A veces Kian pensaba que el tiempo lo odiaba.
A las 3:30 de la mañana estaba saliendo del Nightmare, el club nocturno donde trabajaba, y a las 4:03 su cabeza por fin caía en la almohada.
Un minuto después de haber cerrado los ojos, la alarma de su teléfono le pateó la conciencia, diciéndole que ya eran las 6:40. Kian gruñó, girándose sobre la cama para alcanzar el aparato y desactivar la alarma.
Pestañeando para ahuyentar la pesadez del sueño, miró al techo, y durante dos minutos se debatió el tema de faltar a la escuela.

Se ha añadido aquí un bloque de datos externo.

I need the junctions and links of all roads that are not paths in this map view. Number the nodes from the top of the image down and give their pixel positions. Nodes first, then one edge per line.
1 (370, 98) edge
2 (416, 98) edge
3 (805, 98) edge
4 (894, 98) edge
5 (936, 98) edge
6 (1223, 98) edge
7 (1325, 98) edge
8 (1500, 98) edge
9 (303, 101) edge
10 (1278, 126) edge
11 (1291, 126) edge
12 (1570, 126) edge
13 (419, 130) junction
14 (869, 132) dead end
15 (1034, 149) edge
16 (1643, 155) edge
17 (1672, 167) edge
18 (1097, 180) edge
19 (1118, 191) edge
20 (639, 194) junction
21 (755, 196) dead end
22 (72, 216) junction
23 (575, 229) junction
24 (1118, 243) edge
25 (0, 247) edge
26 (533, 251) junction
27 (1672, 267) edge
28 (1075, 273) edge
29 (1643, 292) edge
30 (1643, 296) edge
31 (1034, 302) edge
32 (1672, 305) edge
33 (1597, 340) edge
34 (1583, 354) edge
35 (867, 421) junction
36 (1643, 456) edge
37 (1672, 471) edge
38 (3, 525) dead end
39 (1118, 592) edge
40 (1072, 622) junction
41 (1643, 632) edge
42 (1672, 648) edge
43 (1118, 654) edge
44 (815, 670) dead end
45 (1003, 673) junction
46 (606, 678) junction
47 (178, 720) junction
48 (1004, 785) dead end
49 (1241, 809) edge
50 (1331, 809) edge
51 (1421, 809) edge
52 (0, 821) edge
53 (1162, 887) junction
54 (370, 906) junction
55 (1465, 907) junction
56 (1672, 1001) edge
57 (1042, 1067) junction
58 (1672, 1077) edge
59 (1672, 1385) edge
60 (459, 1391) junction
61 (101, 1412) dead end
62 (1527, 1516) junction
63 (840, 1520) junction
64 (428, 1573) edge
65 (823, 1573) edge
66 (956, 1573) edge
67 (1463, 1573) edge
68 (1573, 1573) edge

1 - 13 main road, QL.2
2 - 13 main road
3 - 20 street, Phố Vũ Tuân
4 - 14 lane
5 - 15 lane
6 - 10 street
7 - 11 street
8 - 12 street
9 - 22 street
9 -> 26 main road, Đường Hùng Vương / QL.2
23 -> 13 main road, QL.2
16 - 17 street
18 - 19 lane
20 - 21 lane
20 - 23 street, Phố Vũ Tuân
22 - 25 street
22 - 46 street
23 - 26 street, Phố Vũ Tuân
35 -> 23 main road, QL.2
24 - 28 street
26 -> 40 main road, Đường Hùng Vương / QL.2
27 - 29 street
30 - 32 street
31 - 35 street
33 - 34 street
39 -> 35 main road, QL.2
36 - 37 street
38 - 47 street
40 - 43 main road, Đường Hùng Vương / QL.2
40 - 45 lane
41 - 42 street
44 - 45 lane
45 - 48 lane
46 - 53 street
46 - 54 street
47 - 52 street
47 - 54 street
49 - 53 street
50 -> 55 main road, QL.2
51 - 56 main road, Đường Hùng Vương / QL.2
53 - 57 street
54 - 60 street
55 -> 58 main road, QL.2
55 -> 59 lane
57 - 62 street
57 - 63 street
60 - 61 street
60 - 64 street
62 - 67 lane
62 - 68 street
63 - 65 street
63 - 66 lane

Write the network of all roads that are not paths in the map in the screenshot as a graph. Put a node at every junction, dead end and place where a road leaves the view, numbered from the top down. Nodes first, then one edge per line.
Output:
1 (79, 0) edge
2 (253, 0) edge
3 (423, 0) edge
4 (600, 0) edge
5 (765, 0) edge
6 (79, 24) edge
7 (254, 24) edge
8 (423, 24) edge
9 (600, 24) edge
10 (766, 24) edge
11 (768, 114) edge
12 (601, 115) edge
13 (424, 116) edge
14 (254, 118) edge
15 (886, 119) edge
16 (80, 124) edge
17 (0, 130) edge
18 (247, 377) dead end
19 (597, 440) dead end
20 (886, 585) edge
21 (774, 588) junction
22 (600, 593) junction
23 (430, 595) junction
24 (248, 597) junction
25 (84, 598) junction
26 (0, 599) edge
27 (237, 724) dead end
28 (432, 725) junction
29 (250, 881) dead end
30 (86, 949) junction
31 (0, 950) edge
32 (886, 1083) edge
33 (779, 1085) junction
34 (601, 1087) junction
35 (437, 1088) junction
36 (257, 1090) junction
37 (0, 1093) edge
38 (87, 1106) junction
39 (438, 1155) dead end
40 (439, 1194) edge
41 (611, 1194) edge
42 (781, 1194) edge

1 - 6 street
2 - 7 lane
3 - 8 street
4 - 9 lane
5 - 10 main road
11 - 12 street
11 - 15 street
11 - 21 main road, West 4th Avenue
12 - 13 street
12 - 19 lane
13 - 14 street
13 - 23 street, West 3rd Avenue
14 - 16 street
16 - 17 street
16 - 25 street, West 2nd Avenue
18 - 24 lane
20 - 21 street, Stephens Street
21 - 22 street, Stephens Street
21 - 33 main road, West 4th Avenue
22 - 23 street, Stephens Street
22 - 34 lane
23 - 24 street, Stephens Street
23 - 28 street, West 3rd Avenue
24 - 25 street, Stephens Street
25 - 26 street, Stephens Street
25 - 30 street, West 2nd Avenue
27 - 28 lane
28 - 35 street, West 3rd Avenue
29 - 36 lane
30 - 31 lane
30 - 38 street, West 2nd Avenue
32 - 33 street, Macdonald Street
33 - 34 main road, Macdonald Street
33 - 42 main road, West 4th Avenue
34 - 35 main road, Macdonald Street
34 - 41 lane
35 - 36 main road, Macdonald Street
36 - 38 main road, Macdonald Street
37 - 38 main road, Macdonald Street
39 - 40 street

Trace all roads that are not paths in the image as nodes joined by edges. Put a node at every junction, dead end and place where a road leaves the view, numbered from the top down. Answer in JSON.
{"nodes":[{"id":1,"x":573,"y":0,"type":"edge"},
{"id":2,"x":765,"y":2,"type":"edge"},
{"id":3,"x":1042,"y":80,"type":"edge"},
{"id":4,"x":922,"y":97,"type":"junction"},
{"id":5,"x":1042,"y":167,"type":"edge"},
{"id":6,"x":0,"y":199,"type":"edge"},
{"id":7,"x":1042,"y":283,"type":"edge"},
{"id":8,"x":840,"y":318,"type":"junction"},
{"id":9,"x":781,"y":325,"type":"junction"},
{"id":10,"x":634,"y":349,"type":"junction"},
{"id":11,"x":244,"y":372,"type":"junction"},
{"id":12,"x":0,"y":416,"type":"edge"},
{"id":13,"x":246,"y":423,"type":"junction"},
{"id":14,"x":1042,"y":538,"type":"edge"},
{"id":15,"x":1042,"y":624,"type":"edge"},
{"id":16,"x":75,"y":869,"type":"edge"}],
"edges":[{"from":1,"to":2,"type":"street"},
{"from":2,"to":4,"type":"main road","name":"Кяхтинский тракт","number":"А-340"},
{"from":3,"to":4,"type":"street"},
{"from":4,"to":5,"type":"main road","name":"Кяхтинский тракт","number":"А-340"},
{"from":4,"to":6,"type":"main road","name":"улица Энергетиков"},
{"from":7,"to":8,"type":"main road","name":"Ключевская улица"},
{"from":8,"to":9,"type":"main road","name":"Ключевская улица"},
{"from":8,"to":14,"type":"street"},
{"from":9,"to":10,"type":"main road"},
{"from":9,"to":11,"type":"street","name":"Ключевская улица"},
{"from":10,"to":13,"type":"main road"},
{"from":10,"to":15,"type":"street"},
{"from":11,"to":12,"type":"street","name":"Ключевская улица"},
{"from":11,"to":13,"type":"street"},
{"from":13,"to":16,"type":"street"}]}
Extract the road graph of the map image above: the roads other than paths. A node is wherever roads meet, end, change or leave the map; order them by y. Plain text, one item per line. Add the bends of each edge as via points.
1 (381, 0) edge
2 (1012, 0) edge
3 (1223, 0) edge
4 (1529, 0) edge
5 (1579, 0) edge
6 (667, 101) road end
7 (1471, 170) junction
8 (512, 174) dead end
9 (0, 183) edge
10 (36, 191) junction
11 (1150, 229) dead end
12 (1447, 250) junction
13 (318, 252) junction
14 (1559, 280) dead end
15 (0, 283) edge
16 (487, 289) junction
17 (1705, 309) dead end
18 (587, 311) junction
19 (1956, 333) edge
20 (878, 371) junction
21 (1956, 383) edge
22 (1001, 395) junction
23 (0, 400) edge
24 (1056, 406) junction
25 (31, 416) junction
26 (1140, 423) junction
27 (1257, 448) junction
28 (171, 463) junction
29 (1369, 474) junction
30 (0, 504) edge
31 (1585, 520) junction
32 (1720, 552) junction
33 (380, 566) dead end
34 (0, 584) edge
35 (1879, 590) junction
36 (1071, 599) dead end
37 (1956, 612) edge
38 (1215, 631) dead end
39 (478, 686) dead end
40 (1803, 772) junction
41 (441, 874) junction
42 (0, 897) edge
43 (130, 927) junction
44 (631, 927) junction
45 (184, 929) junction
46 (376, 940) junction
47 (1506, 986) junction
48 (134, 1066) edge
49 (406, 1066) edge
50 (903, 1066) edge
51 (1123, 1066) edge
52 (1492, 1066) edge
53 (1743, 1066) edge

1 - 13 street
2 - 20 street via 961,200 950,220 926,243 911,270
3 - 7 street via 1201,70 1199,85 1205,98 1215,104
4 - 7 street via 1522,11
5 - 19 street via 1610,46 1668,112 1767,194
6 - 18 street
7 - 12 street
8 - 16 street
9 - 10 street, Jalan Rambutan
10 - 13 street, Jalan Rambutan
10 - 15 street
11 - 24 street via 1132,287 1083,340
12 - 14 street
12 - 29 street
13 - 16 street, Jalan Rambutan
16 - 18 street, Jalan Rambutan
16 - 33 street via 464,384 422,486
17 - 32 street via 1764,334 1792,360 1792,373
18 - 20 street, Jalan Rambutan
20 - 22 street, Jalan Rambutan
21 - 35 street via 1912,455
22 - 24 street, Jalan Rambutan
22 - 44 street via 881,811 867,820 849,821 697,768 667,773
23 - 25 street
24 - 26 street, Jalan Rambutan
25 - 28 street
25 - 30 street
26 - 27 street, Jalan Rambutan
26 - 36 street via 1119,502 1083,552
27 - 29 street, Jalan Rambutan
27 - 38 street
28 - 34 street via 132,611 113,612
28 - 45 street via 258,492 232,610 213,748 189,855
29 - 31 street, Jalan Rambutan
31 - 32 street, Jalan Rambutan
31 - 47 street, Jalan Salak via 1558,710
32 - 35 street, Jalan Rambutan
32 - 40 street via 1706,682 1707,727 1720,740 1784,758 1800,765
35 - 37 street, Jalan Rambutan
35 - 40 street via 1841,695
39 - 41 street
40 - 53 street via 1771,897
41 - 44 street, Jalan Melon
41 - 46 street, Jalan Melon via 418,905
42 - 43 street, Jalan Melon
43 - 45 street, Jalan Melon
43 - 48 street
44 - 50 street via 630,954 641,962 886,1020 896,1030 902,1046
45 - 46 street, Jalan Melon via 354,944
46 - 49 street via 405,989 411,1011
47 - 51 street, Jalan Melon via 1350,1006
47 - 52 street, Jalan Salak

Estaba demasiado hecho trizas como para ir, y de todas formas, el primer día de clases nunca se hacía algo importante.
«Más te vale que te presentes desde el día uno, Kian Gastrell, porque metí las manos al fuego por ti», recordó las palabras del entrenador Gellar, antes de las vacaciones. Su profunda y autoritaria voz fue la que le puso fin al debate, haciéndolo gruñir otra vez mientras se restregaba la cara con las manos.
Era ahora o nunca.
Se levantó, desnudándose en el camino hasta la silla, de donde tomó la toalla que colgaba del respaldo, y se encerró en el baño, abriendo la ducha. El agua fría logró despertarlo, pero no fue suficiente para llevarse el cansancio por el desagüe.
Cuando estuvo aseado y vestido, dirigió la vista hacia el rincón de la habitación donde había arrojado su mochila desde que empezaron las vacaciones, hace un mes.
Pero no estaba ahí.
El ceño de Kian se frunció. Estaba seguro de que no la había tocado para nada en todo ese tiempo, sin embargo, no la encontraba.
Alguien tocó la puerta con los nudillos y, sin esperar a que Kian respondiera, la abrió.
—¿A qué hora llegaste anoche? —La inconfundible voz de Jennifer, su madre, invadió la habitación cuando se recargó contra el marco de la puerta, observando la forma en la que su hijo se movía de un lado a otro y abría las puertas del clóset, buscando algo.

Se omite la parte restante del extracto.